> [WHAT YOU NEED TO DO] Could you copy out all of the records below exactly, leaving out every picture?

[Saved entries]
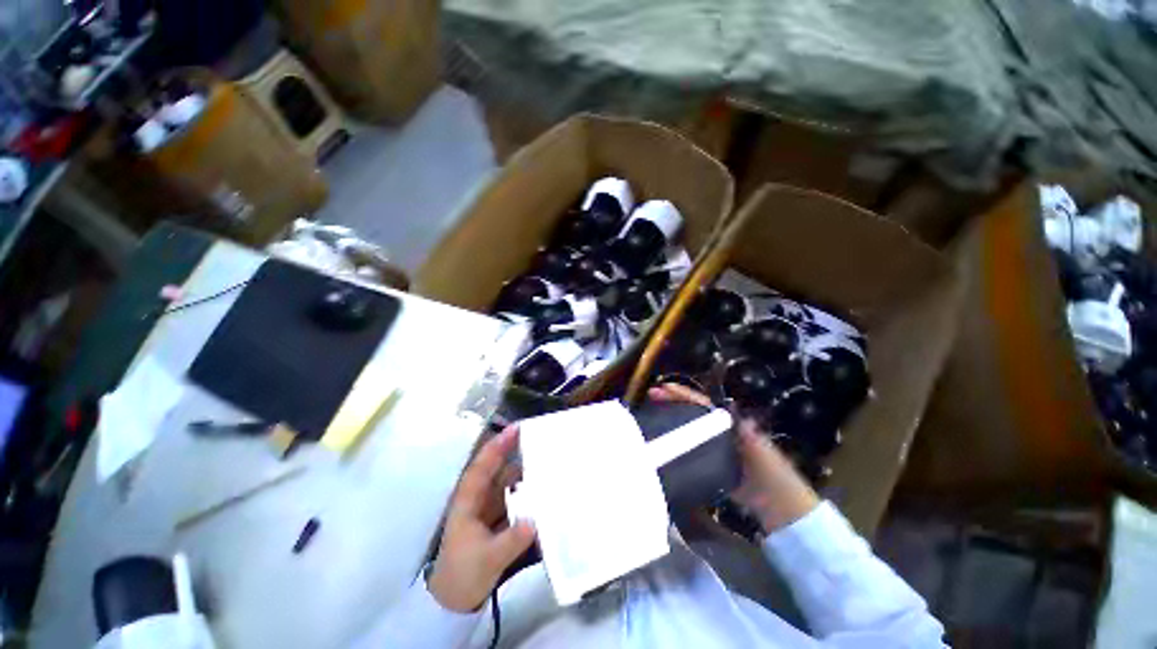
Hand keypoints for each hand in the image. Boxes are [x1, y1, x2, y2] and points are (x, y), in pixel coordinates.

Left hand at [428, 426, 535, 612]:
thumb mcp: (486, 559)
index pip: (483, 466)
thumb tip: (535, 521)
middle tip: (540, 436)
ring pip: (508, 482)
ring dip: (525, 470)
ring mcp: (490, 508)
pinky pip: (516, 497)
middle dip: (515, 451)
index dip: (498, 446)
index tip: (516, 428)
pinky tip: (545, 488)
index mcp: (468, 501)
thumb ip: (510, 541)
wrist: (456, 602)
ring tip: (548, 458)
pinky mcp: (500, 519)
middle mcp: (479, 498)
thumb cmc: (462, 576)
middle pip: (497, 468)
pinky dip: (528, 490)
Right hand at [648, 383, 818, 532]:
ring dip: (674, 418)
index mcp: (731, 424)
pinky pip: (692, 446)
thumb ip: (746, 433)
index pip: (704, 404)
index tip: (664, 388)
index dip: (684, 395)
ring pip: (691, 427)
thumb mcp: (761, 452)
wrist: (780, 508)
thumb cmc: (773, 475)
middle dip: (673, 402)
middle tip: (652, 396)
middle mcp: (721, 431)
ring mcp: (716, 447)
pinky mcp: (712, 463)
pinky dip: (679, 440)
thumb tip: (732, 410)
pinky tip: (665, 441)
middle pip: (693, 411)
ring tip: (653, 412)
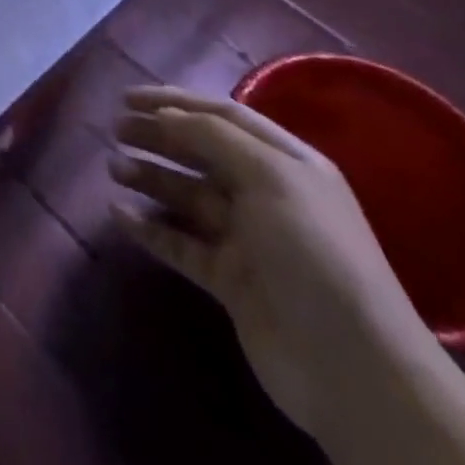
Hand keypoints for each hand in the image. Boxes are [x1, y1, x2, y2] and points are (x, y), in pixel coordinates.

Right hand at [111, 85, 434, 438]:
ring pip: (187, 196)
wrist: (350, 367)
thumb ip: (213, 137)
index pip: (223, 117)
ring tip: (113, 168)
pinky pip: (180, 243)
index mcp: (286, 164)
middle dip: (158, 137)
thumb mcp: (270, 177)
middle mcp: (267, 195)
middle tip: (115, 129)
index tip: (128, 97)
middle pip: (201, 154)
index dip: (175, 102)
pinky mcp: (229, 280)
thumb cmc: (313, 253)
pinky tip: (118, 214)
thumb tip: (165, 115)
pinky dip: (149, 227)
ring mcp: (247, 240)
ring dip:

> [REPLY]
Hand keypoints for each hand in the image. Boxes are [x1, y1, x2, y2] and points are (x, y), in pixel coordinates.

Left hand at [428, 426, 535, 612]:
thumb mcp: (486, 559)
index pip: (483, 466)
thumb tip: (535, 521)
middle tip: (540, 436)
ring pip: (508, 482)
ring dip: (525, 470)
ring mcp: (490, 508)
pinky pip: (516, 497)
middle dip: (515, 451)
index dip: (498, 446)
index tip: (516, 428)
pinky tip: (545, 488)
index mcp: (468, 501)
thumb ip: (510, 541)
wrist: (456, 602)
ring tip: (548, 458)
pinky mcp: (500, 519)
middle mcp: (479, 498)
thumb cmc: (462, 576)
middle pip: (497, 468)
pinky dip: (528, 490)
Right hand at [648, 383, 818, 532]:
ring dip: (674, 418)
index mcp: (731, 424)
pinky pip: (692, 446)
thumb ip: (746, 433)
index pip: (704, 404)
index tip: (664, 388)
index dip: (684, 395)
ring pip: (691, 427)
thumb mcp: (761, 452)
wrist: (780, 508)
thumb cmc: (773, 475)
middle dip: (673, 402)
middle tip: (652, 396)
middle mcp: (721, 431)
ring mcp: (716, 447)
pinky mcp: (712, 463)
pinky dip: (679, 440)
thumb tip: (732, 410)
pinky tip: (665, 441)
middle pip: (693, 411)
ring tip: (653, 412)
Hand keypoints for each hand in the image. Boxes are [x1, y1, x2, y2] and points are (x, y), in pixel coordinates.

Right hand at [111, 85, 434, 438]:
ring pip: (187, 196)
wrist: (350, 367)
thumb ip: (213, 137)
index pip: (223, 117)
ring tip: (113, 168)
pinky pip: (180, 243)
index mcp: (286, 164)
middle dip: (158, 137)
thumb mcp: (270, 177)
middle mcp: (267, 195)
middle tip: (115, 129)
index tip: (128, 97)
middle pip: (201, 154)
index dip: (175, 102)
pinky mcp: (229, 280)
thumb cmc: (313, 253)
pinky tip: (118, 214)
thumb tip: (165, 115)
pinky dip: (149, 227)
ring mcp: (247, 240)
ring dip:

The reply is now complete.